Even where special facilities are provided, staff do not know how to operate them, or the equipment has not been maintained.

Under the Disability Discrimination Act, stores are required to make “reasonable adjustments” for the needs of deaf and disabled customers.

To meet their obligations, many high street stores are equipped with hearing induction loops – an electronic wiring system which helps hearing aid users to hear more clearly.

But in 13 out of 17 stores visited either there was no loop installed, or the loop was not working properly.

In two branches of Marks and Spencer staff were filmed saying they had no induction loop in the store – despite the company’s claims that every store’s customer service desk is fitted with an induction loop.

At Starbucks there was no induction loop. Starbucks responded saying that, due to the noisy environment of their cafes, they decided not to install induction loops and instead rely on a “pen and paper system”.

This comes despite their reputation as a top diversity employer. Their US website claims to “embrace diversity as an essential component in the way we do business”, and they recently compiled a Best practice guide to “Creating a Deaf Friendly Working Environment”.

Natalie Salmon of the DRC (Disability Rights Commission) said: “Offering them pen and paper really is a last resort.”

Staff at Specsavers Hearcare, which sells hearing aids as well as glasses, said they had no hearing induction loop in the store when we visited them.

McDonald’s said loops did not work well in their restaurants because the large amount of stainless steel equipment in the kitchens caused interference, but stated: “In order to communicate successfully with our deaf and hard of hearing customers we have a Braille and large image led menu available in each restaurant.”

See Hear Producer William Mager said: “One thing that struck us about the research was the attitude of staff in the branches we visited.

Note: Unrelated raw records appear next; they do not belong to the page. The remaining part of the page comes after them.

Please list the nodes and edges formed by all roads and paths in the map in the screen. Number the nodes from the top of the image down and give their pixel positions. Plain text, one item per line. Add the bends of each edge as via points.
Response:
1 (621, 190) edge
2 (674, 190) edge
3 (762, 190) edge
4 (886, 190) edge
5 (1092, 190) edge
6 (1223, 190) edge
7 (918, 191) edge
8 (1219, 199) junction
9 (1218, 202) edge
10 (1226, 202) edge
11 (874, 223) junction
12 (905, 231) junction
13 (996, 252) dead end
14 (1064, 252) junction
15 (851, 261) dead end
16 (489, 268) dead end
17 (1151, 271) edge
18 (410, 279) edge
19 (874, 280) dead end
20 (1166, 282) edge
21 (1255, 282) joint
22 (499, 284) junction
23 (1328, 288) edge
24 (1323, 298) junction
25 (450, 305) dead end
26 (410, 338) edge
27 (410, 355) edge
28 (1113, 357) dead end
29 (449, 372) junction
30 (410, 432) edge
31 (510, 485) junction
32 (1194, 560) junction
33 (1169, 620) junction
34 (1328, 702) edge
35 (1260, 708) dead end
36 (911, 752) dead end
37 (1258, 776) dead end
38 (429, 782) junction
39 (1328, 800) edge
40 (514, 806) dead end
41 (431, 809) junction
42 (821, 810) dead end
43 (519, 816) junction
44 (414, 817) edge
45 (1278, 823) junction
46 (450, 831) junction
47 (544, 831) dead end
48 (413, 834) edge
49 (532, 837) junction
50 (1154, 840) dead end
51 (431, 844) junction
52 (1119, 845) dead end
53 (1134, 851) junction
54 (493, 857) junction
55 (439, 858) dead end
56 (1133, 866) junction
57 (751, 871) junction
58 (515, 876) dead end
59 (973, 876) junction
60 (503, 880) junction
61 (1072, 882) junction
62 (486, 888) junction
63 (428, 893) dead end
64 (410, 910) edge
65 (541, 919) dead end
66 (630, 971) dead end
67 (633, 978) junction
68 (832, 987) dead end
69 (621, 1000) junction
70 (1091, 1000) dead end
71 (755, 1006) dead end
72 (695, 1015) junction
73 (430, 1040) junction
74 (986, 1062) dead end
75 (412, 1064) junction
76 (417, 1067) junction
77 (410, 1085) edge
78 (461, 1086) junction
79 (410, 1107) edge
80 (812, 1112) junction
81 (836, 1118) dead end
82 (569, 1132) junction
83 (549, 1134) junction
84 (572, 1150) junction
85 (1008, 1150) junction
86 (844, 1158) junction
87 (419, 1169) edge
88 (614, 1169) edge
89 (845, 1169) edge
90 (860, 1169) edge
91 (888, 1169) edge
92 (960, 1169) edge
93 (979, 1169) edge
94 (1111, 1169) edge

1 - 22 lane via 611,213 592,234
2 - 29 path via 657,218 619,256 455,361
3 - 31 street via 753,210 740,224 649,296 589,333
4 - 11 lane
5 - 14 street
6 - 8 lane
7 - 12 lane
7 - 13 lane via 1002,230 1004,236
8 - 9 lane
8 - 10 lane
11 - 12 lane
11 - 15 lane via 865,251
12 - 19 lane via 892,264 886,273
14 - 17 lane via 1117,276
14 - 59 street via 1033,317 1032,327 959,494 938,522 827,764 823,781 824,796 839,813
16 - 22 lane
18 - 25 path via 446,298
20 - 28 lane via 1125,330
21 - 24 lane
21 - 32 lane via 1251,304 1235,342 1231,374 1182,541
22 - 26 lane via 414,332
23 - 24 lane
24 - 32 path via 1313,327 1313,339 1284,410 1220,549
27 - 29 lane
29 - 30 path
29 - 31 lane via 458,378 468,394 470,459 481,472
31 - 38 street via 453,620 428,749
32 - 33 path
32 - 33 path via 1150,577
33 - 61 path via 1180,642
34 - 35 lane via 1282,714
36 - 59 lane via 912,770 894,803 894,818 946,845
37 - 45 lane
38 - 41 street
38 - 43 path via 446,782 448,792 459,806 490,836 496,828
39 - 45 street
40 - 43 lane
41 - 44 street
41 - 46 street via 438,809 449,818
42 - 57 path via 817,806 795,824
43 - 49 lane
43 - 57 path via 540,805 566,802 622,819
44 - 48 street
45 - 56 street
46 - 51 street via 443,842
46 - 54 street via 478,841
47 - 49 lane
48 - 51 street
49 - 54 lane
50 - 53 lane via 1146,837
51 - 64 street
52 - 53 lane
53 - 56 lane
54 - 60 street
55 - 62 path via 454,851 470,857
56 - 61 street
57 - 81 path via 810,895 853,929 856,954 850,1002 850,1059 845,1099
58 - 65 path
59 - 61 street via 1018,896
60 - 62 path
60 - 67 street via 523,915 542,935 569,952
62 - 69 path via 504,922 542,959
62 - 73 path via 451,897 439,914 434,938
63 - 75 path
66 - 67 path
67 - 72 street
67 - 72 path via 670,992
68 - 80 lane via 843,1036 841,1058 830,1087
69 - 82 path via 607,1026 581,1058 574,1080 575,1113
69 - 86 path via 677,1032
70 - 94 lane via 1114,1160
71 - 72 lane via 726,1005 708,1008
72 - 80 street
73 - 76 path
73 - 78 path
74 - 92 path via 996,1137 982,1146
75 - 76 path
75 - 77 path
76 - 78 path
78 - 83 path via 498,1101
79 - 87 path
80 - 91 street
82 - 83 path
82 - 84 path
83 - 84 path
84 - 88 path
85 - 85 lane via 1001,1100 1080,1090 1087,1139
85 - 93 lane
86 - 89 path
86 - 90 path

They failed to offer alternative solutions to communication with our deaf researcher.

“A lot of these companies don’t seem to be thinking seriously about how they can make reasonable adjustments for deaf and hard of hearing customers.

“Induction loops aren’t the only solution – they could try video interpreting, basic deaf awareness training or even some basic sign.

“It makes no sense when you consider that there are approximately eight million deaf people out there, representing a huge and untapped market…”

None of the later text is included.